Could the problem be with datastream.write instead of struct.pack?
This is a struct.pack error: struct.error: required argument is not a float
Are you certain this is the problematic row?
Oh true. Yes, I am definitely sure, I'll show a screenshot of the terminal.
can you post the actual datarow you’re passing to pgcopy, please?
I'll put it in a pastebin as it's huge.
Edit: Never mind I'll just show a single one of the 25k rows, along with accompanying diagnostics:
the row: [0, 'A', datetime.date(2020, 7, 6), 'A', '2020-07-17', '40.000', 'C', '0.0000', '0.0000', '0.0000', '0.0000', '0', '2.0359', 0.9928]

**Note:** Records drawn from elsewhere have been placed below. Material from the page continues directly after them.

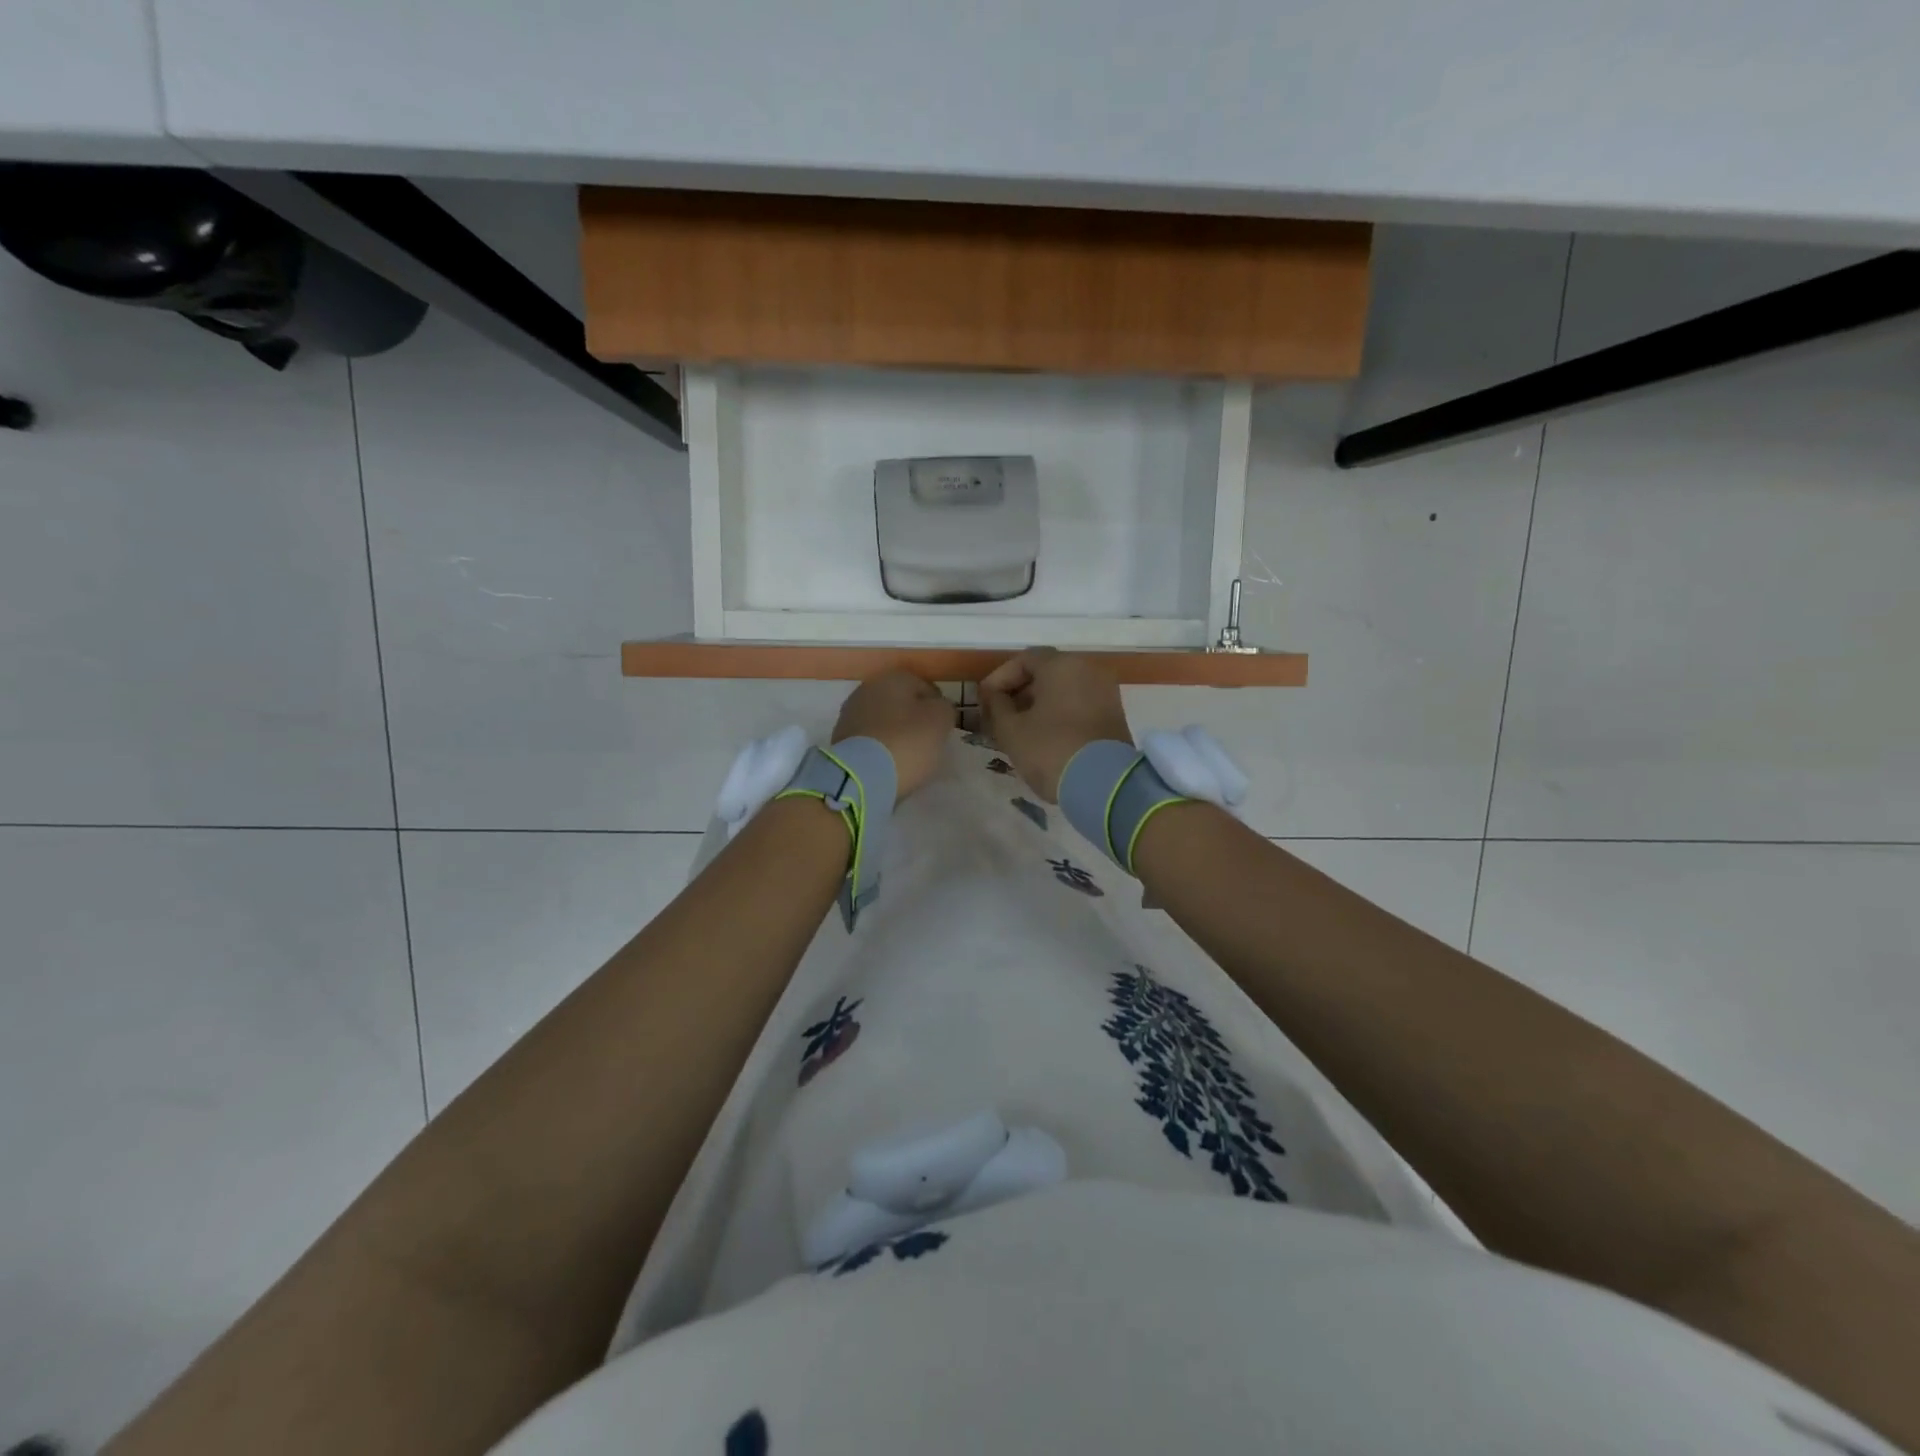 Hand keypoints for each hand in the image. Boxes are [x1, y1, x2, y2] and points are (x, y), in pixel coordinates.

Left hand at [831, 670, 954, 798]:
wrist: (861, 776)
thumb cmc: (907, 742)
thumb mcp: (940, 721)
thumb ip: (944, 708)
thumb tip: (937, 708)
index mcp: (894, 678)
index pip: (925, 688)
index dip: (938, 708)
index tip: (943, 729)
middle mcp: (868, 688)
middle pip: (901, 703)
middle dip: (913, 719)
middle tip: (927, 742)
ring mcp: (850, 713)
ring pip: (883, 720)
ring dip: (895, 733)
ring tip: (907, 757)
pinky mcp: (839, 738)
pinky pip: (869, 739)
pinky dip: (879, 747)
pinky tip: (888, 763)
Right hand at [979, 649, 1133, 801]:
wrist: (1104, 785)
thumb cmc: (1050, 750)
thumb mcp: (1011, 730)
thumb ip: (996, 706)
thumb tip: (994, 696)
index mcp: (1062, 665)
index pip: (1024, 659)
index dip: (1000, 678)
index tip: (985, 701)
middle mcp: (1088, 670)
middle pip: (1046, 673)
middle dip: (1019, 692)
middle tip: (1000, 716)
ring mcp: (1106, 692)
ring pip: (1064, 690)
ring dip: (1039, 705)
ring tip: (1019, 730)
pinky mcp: (1115, 715)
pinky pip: (1080, 705)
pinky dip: (1060, 714)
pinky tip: (1044, 738) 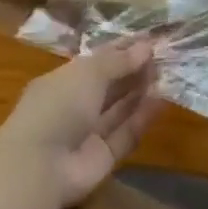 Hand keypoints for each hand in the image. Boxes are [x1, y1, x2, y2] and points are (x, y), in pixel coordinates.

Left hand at [0, 40, 160, 208]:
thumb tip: (146, 47)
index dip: (122, 49)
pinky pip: (125, 134)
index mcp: (63, 81)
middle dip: (133, 70)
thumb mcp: (89, 72)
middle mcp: (75, 106)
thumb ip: (119, 61)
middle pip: (109, 85)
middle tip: (163, 56)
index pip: (97, 61)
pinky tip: (162, 100)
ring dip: (140, 92)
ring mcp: (88, 134)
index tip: (150, 40)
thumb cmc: (59, 105)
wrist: (40, 168)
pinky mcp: (102, 159)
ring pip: (119, 109)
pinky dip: (142, 118)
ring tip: (167, 73)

fmt: ['>h', 'ii', 'i1s', 'ii', 'i1s', 'i10s', 'if', 'i1s', 'if', 'if', 'if', 'if', 'ii', 'if', 'if']
fmt str: >hiii1siii1si10sifi1sififififiiifif
rdat: 14 4 0 1 b'A' 4 7492 1 b'A' 10 b'2020-07-17' 4 40.000 1 b'C' 4 0.0000 4 0.0000 4 0.0000 4 0.0000 4 0 4 2.0359 4 0.9928
lengths (fmt/rdat): 15 29
Edit 2: I must have gotten too used to psycopg2 typecasting for me, I can't believe I forgot to check if the values themselves were strings.
yep, '40.000' won’t work here for float value.
Yeah, I see that now. Will automatic typecasting, at least for strings to ints/floats, be considered in the future? There's an interesting library here that I've looked at for personal purposes that could work great for typecasting from strings to numbers if needed.
I’m inclined to say no. That’s a broad area I don’t think is a good match for this project, and it’s handled easily enough outside. I would be more open to addressing issues with pandas compatibility, if there are any.
Ok, sounds good. Thanks for the help!